Features

It is clear that the medical electronics industry has entered an era of dramatic transitions that touch virtually every aspect of the business from design to marketing. As is often the case with such substantial “Big Picture” changes, it can be easy to overlook how these changes affect foundational technologies such as power supplies, which are a vital component in all medical electronics.

Key developments, triggered by general technological advances, an aging population worldwide, and even aspects of government healthcare reforms are driving these trends that include:

  • Proliferation of wireless technologies,
  • Proliferation of implantable medical devices,
  • Push towards home healthcare options versus in-hospital or outpatient clinic visits, and
  • Greater demand for cost containment in medical products and services.

For each of these trends, careful planning of the power design from the beginning can enhance end product feature sets while reducing costs, maximizing reliability, and accelerating time-to-market.

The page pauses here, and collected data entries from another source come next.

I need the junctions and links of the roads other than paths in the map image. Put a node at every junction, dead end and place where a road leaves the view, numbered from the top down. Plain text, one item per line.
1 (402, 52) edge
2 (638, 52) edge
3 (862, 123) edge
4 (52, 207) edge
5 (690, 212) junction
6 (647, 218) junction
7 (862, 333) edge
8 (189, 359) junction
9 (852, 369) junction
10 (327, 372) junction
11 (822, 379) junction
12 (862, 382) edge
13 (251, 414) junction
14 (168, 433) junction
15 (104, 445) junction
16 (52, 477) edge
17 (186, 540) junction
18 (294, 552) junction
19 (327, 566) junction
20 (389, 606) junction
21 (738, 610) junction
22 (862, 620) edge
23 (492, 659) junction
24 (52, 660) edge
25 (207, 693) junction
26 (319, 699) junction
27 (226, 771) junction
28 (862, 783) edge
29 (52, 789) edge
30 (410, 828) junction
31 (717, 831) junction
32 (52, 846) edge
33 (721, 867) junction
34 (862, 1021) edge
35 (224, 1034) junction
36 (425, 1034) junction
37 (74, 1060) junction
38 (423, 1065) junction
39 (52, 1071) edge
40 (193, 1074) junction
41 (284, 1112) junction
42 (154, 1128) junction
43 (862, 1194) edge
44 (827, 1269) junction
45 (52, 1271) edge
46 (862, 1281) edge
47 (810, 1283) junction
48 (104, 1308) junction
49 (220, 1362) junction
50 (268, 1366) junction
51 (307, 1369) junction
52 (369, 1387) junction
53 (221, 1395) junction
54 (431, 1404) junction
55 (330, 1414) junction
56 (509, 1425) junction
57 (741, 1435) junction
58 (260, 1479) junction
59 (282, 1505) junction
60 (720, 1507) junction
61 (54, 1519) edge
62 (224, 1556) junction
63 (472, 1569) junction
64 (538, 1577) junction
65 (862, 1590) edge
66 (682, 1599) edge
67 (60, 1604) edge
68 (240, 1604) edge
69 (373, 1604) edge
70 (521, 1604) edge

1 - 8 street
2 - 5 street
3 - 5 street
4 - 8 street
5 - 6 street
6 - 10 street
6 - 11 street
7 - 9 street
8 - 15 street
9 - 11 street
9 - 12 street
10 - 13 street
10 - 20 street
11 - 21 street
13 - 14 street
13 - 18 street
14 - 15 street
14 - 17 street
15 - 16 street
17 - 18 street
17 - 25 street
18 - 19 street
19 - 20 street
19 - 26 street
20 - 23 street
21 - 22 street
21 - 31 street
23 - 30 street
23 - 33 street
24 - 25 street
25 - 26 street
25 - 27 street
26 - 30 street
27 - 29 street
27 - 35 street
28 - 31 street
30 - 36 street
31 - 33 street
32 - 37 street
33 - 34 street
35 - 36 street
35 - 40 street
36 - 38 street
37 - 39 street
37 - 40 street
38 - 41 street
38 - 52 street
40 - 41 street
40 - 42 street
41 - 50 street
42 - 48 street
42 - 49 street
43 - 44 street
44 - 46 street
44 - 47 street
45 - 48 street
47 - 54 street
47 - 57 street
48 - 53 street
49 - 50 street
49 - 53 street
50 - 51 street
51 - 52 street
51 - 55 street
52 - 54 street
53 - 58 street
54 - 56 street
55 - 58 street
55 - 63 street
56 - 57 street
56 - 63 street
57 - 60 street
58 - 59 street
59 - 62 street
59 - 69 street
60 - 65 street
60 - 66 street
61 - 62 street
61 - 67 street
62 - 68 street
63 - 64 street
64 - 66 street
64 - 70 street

Choosing the right power supply design is imperative for an overall successful product. With ongoing goals of increased density, reliability, and efficiencies, power ratings need to be reviewed carefully. Of course, product life, thermal issues, input voltage, load, and cooling needs are also vital considerations. Other factors especially important for medical electronics vendors include demonstrated reliability and proven quality systems. These encompass control processes for design, purchasing, and production as well as product traceability and Corrective and Preventative Actions (CAPAs), which have been the consideration for power supplies. However, because of increased regulation, medical device designers must now consider closely their electromagnetic compatibility (EMC) performance. EMC compliance specifications are spelled out in various EN 61000 standards as listed in Table 1.

Table 1 – EMC Compliance standards by section.
EN 61000-3-x sets limits and measures methods for low frequency emissions on the AC mains, while EN 61000-4-xx sets limits on susceptibility or immunity of the equipment powered from AC mains. These standards require precise performance so the power supplies or other electronic devices do not affect the safety and effective functionality of other implantable or critical care medical devices.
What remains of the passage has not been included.